/---

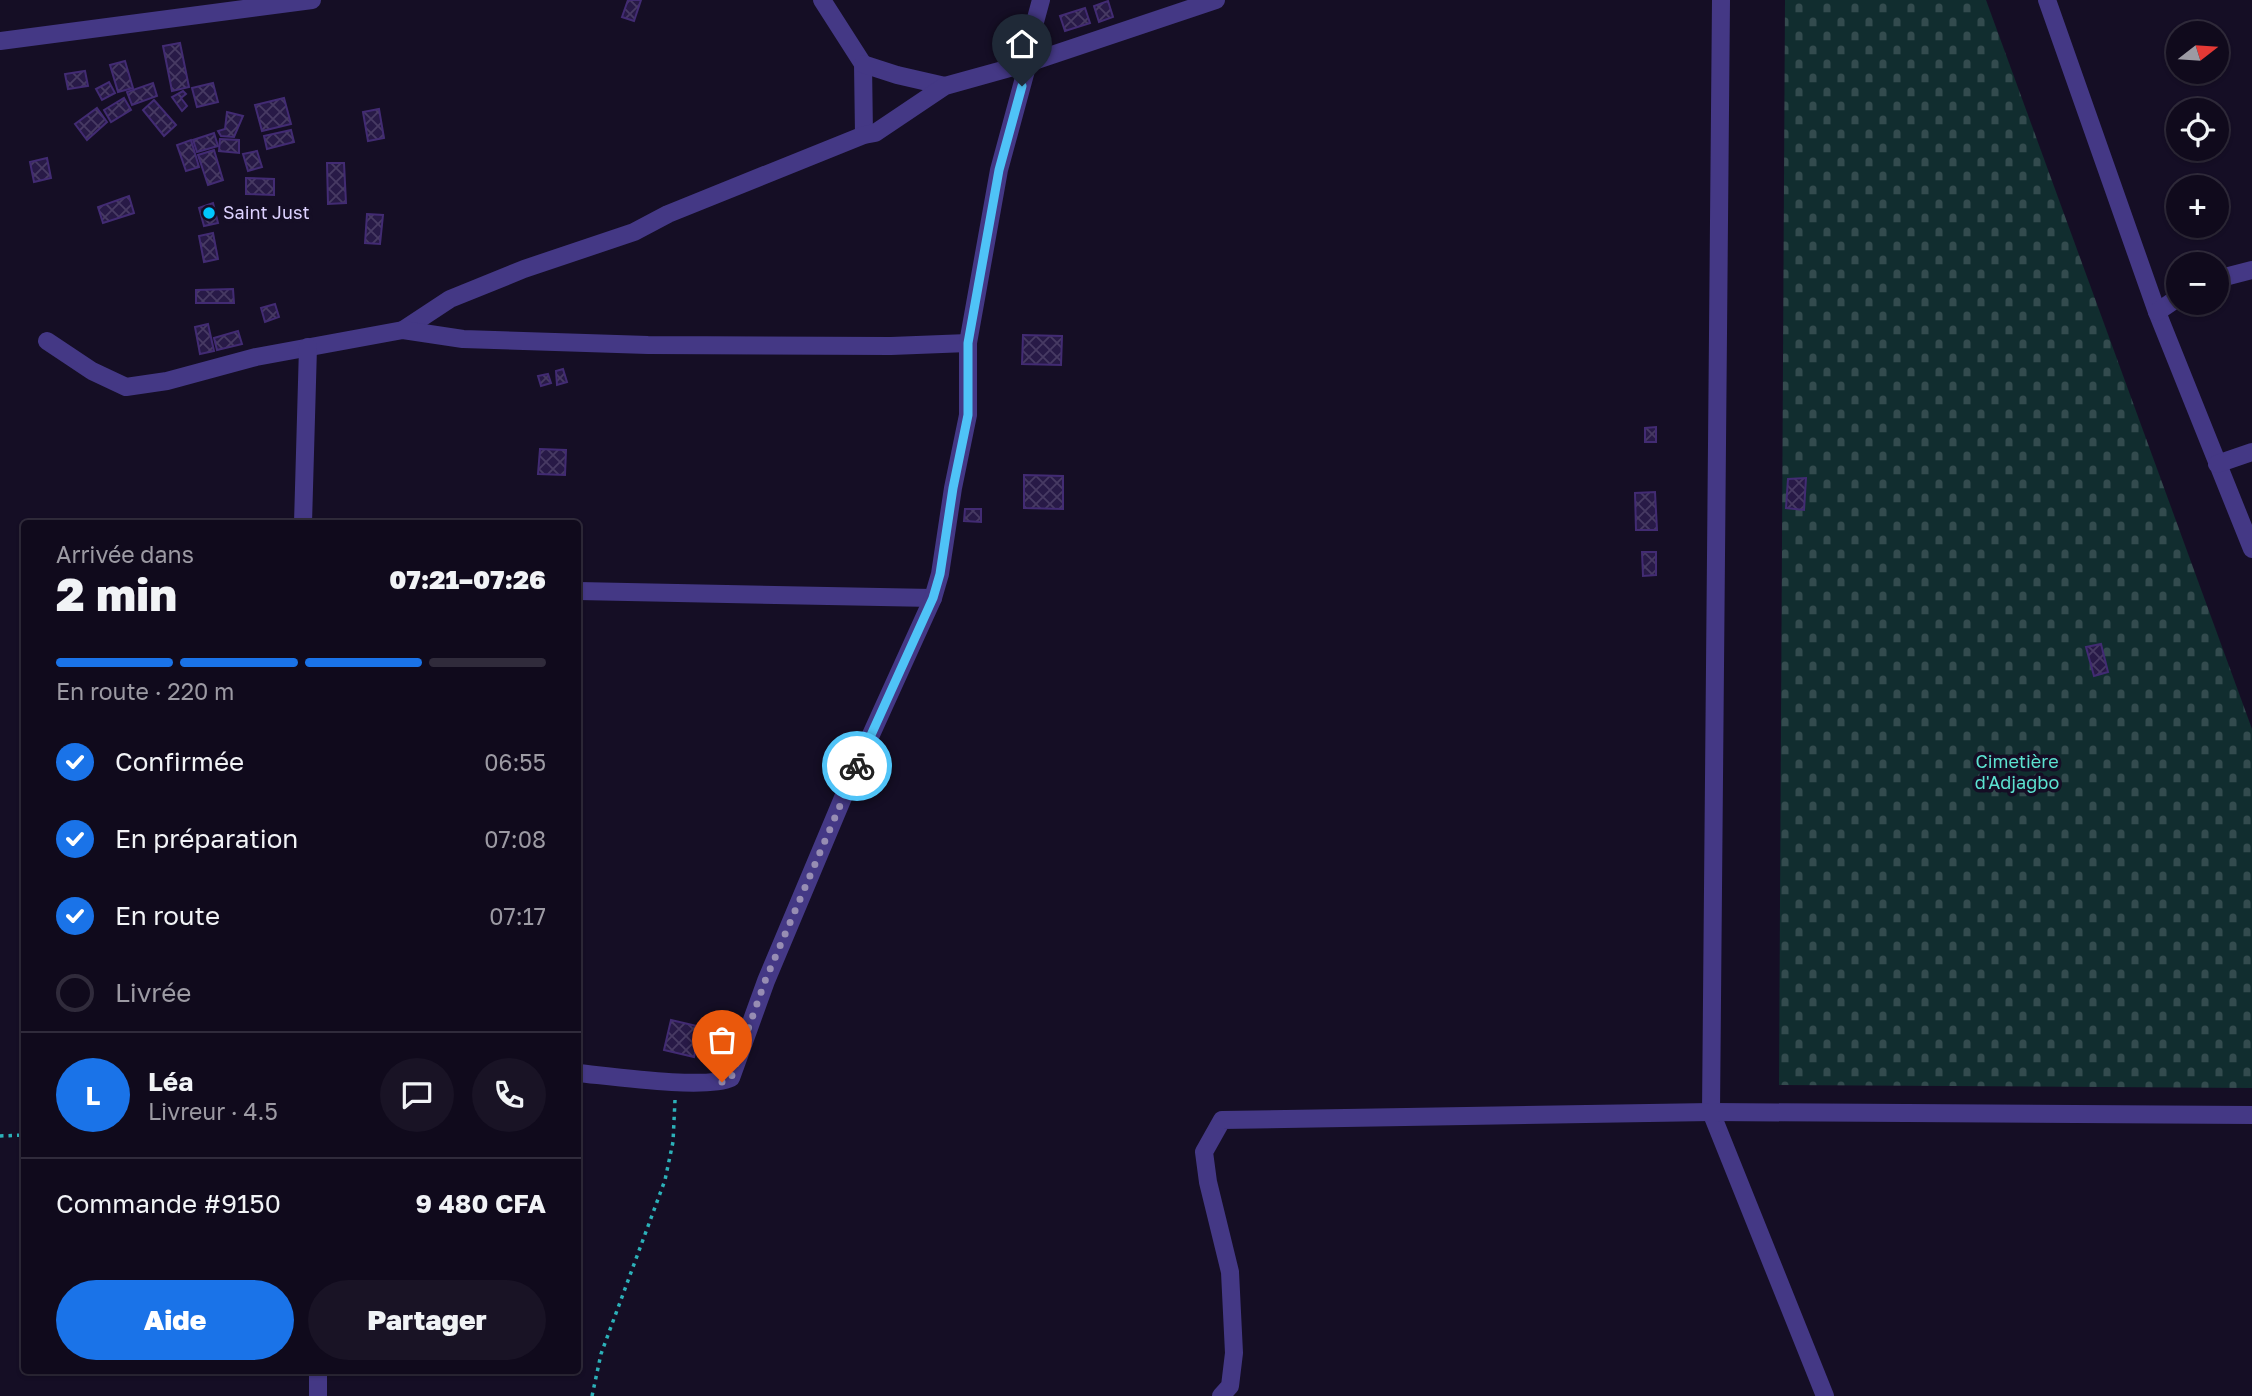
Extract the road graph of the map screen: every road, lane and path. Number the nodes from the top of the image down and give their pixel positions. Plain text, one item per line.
1 (312, 0) edge
2 (822, 0) edge
3 (1041, 0) edge
4 (1216, 0) edge
5 (1721, 0) edge
6 (2048, 0) edge
7 (0, 41) edge
8 (1028, 63) junction
9 (863, 64) junction
10 (945, 86) junction
11 (864, 135) junction
12 (2252, 270) edge
13 (2229, 276) edge
14 (2166, 306) edge
15 (2157, 312) junction
16 (403, 330) junction
17 (47, 341) dead end
18 (968, 343) junction
19 (308, 347) junction
20 (2252, 452) edge
21 (2217, 464) junction
22 (303, 520) edge
23 (2252, 549) edge
24 (581, 591) edge
25 (933, 598) junction
26 (581, 1073) edge
27 (676, 1082) junction
28 (1712, 1112) junction
29 (2252, 1115) edge
30 (21, 1135) edge
31 (0, 1136) edge
32 (318, 1374) edge
33 (318, 1396) edge
34 (592, 1396) edge
35 (1220, 1396) edge
36 (1825, 1396) edge

1 - 7 street
2 - 9 street
3 - 8 street
4 - 8 street
5 - 28 street
6 - 15 street
8 - 10 street
8 - 18 street
9 - 10 street
9 - 11 street
10 - 11 street
11 - 16 street
12 - 13 street
14 - 15 street
15 - 21 street
16 - 18 street
16 - 19 street
17 - 19 street
18 - 25 street
19 - 22 street
20 - 21 street
21 - 23 street
24 - 25 street
25 - 27 street
26 - 27 street
27 - 34 path
28 - 29 street
28 - 35 street
28 - 36 street
30 - 31 path
32 - 33 street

\---

Only the lines above that hold "path" are wanted. Show every one of them.

Extract the road graph of the map screen: every road, lane and path. Number the nodes from the top of the image down and give their pixel positions. Plain text, one item per line.
27 - 34 path
30 - 31 path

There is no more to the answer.